Segment Open
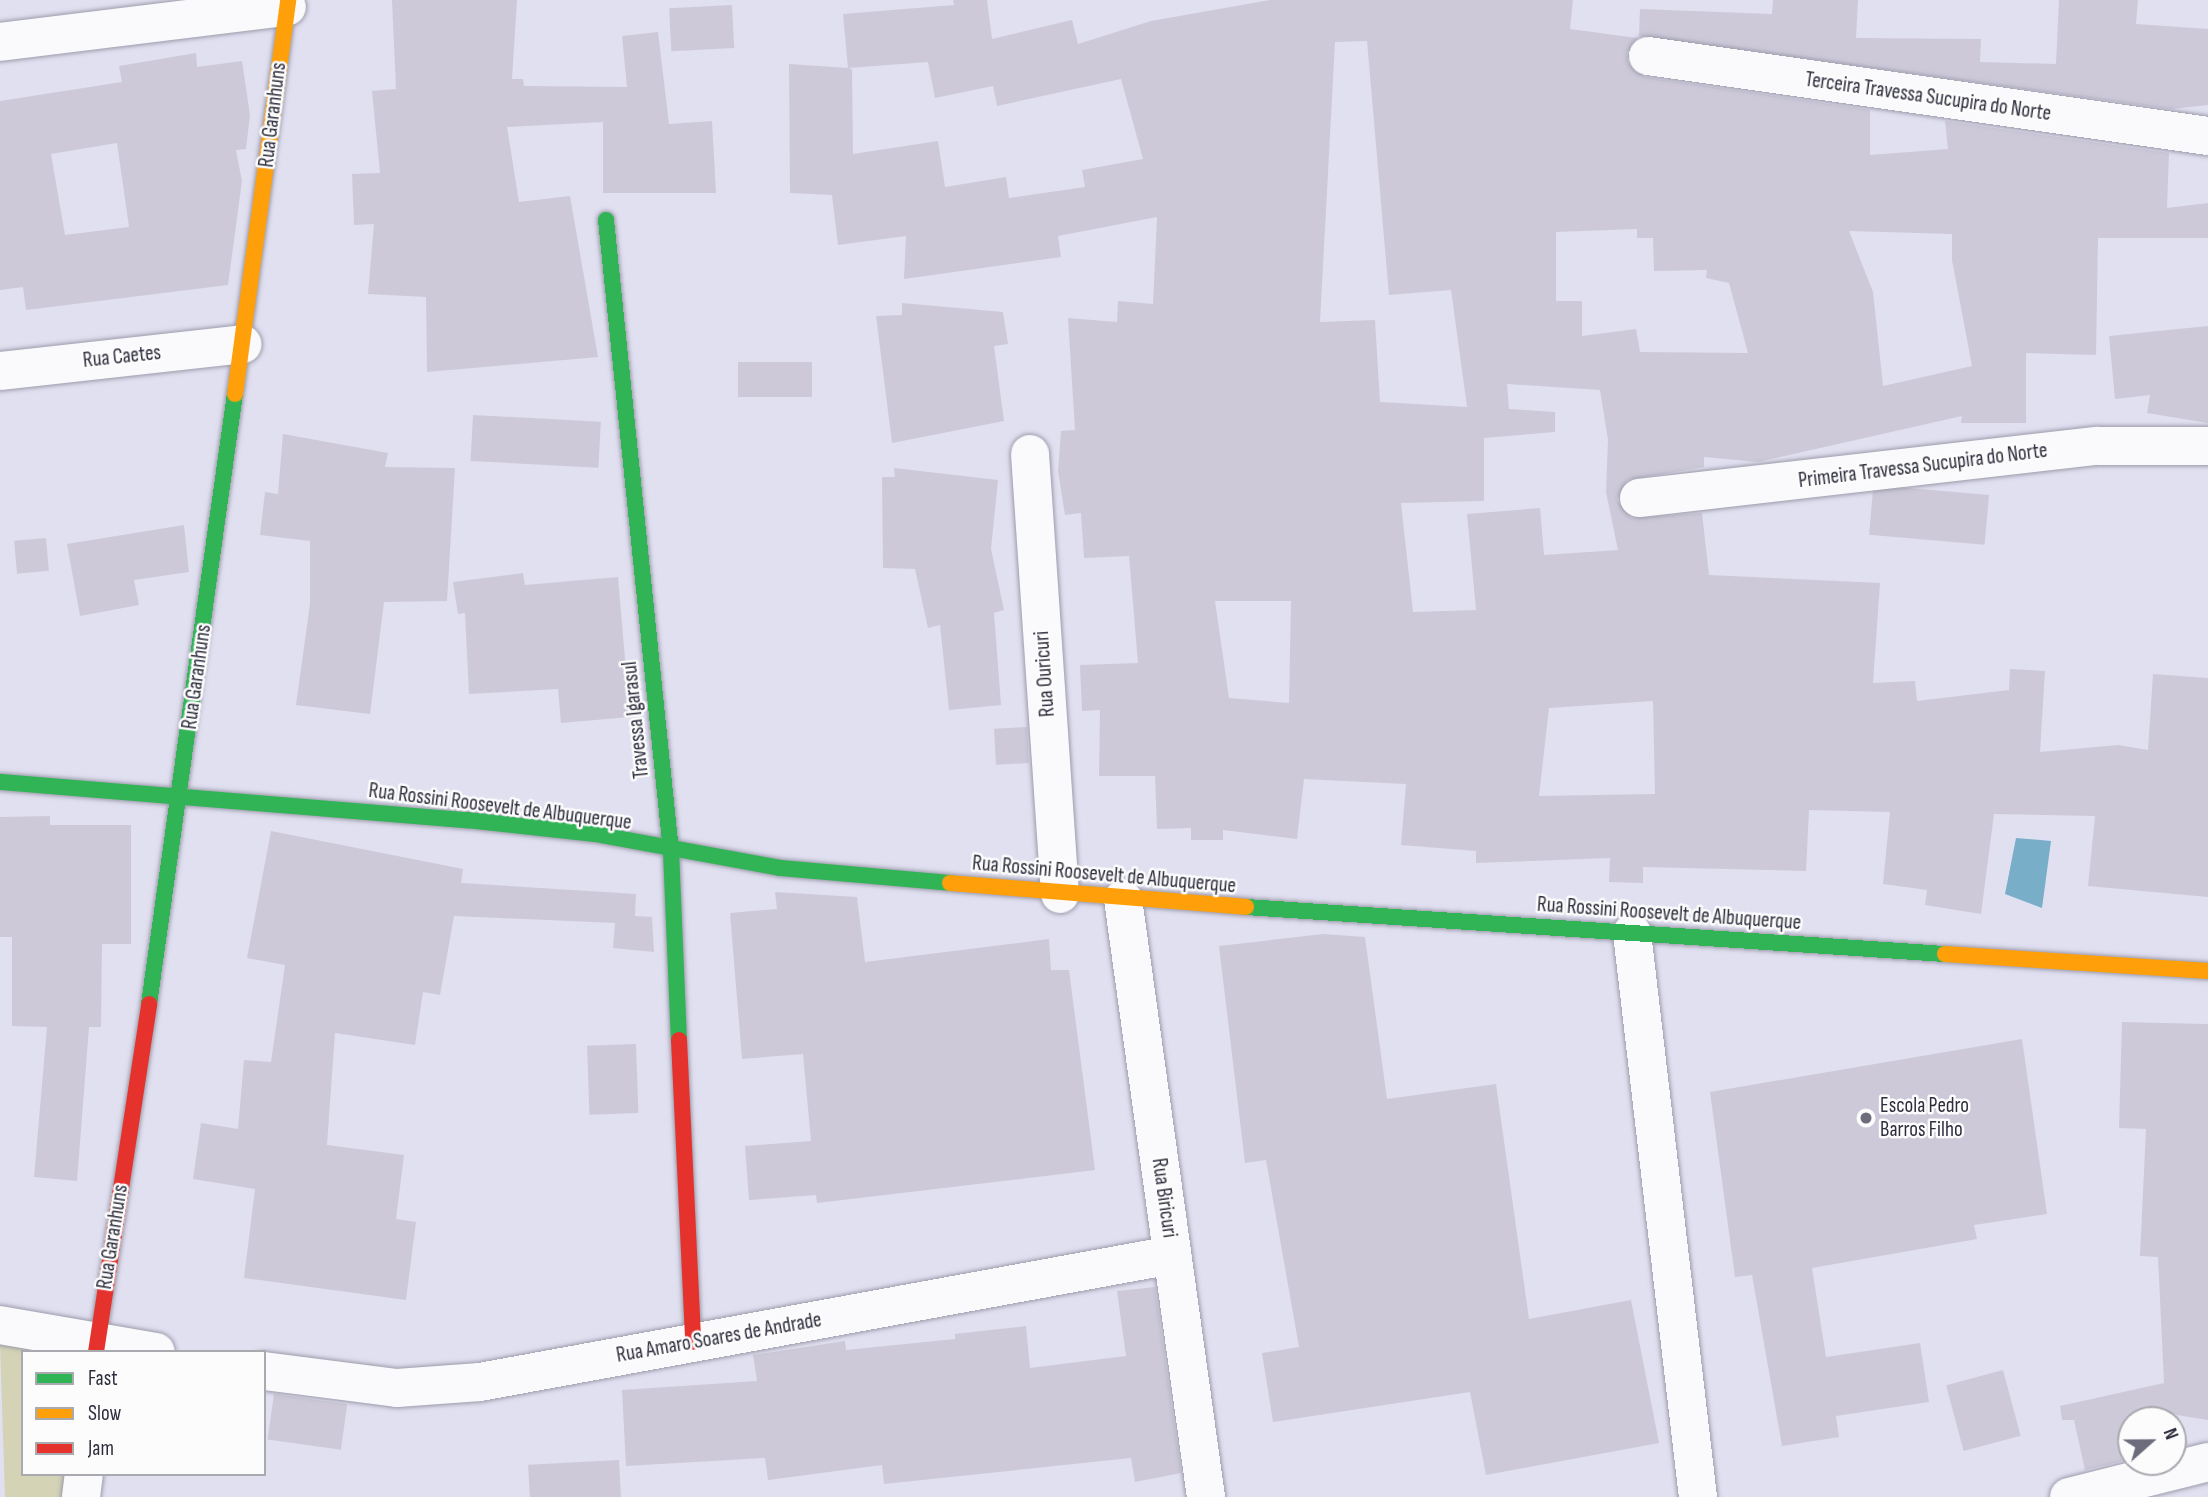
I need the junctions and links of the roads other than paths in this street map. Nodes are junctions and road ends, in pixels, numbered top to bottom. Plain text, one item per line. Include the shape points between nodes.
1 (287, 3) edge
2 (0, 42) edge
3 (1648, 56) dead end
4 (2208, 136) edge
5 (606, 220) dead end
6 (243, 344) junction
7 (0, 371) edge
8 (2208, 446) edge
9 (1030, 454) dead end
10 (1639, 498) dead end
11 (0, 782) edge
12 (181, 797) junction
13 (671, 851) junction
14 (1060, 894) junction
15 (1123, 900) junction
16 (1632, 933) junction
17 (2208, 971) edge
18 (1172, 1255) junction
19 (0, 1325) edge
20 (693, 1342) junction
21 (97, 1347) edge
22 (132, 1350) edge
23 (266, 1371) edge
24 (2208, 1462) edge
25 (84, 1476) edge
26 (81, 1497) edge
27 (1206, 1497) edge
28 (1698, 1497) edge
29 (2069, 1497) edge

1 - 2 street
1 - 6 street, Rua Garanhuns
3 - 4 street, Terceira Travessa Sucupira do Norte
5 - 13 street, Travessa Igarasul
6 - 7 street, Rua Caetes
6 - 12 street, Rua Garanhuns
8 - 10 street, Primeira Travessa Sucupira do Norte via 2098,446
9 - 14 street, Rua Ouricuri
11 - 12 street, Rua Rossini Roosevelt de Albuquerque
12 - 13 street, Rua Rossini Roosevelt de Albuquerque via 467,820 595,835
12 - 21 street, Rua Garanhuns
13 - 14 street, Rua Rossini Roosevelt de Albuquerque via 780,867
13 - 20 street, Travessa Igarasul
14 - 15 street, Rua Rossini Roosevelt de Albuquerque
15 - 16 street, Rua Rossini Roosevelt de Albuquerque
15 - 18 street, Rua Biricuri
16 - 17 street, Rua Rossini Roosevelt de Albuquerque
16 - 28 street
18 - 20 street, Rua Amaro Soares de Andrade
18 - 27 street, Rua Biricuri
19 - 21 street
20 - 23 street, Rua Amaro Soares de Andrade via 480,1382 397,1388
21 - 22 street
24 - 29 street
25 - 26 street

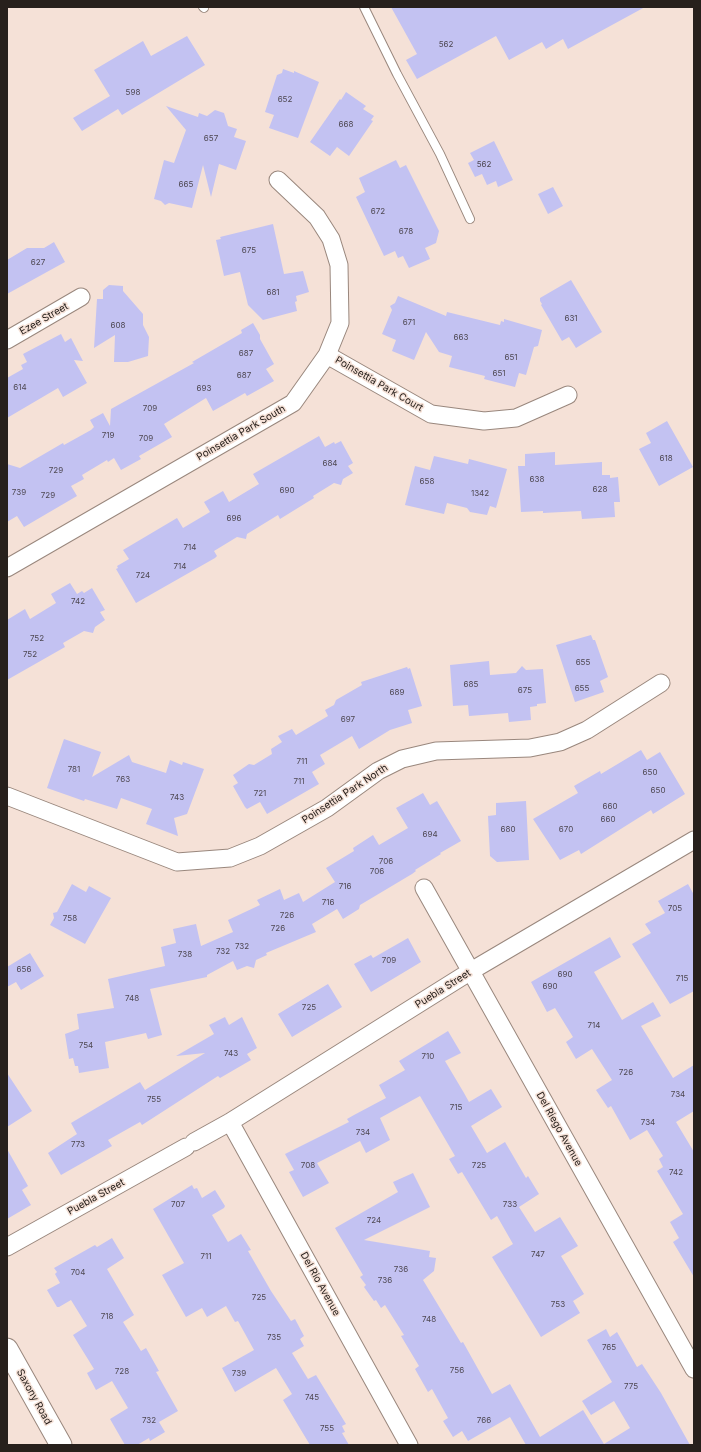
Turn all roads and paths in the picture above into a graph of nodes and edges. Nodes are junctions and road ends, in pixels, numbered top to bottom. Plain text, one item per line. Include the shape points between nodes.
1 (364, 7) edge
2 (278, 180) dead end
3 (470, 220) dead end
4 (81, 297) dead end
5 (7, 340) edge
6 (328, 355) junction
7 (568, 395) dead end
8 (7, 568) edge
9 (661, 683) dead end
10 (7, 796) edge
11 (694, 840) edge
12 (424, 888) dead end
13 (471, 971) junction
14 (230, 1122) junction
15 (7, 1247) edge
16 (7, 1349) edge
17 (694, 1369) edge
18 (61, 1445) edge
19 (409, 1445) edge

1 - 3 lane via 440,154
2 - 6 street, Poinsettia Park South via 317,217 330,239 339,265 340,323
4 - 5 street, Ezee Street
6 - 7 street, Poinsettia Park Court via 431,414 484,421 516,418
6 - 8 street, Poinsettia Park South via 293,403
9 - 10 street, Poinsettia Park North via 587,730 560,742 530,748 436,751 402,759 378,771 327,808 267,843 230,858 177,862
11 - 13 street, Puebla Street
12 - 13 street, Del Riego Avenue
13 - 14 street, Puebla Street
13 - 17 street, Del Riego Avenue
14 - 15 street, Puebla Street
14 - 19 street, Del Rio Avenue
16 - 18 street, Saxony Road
Segment Closed
EXERCISE:
Say how many lines of the listing above contain "shape", with no other words.

SOLUTION FOR THIS PROBLEM:
2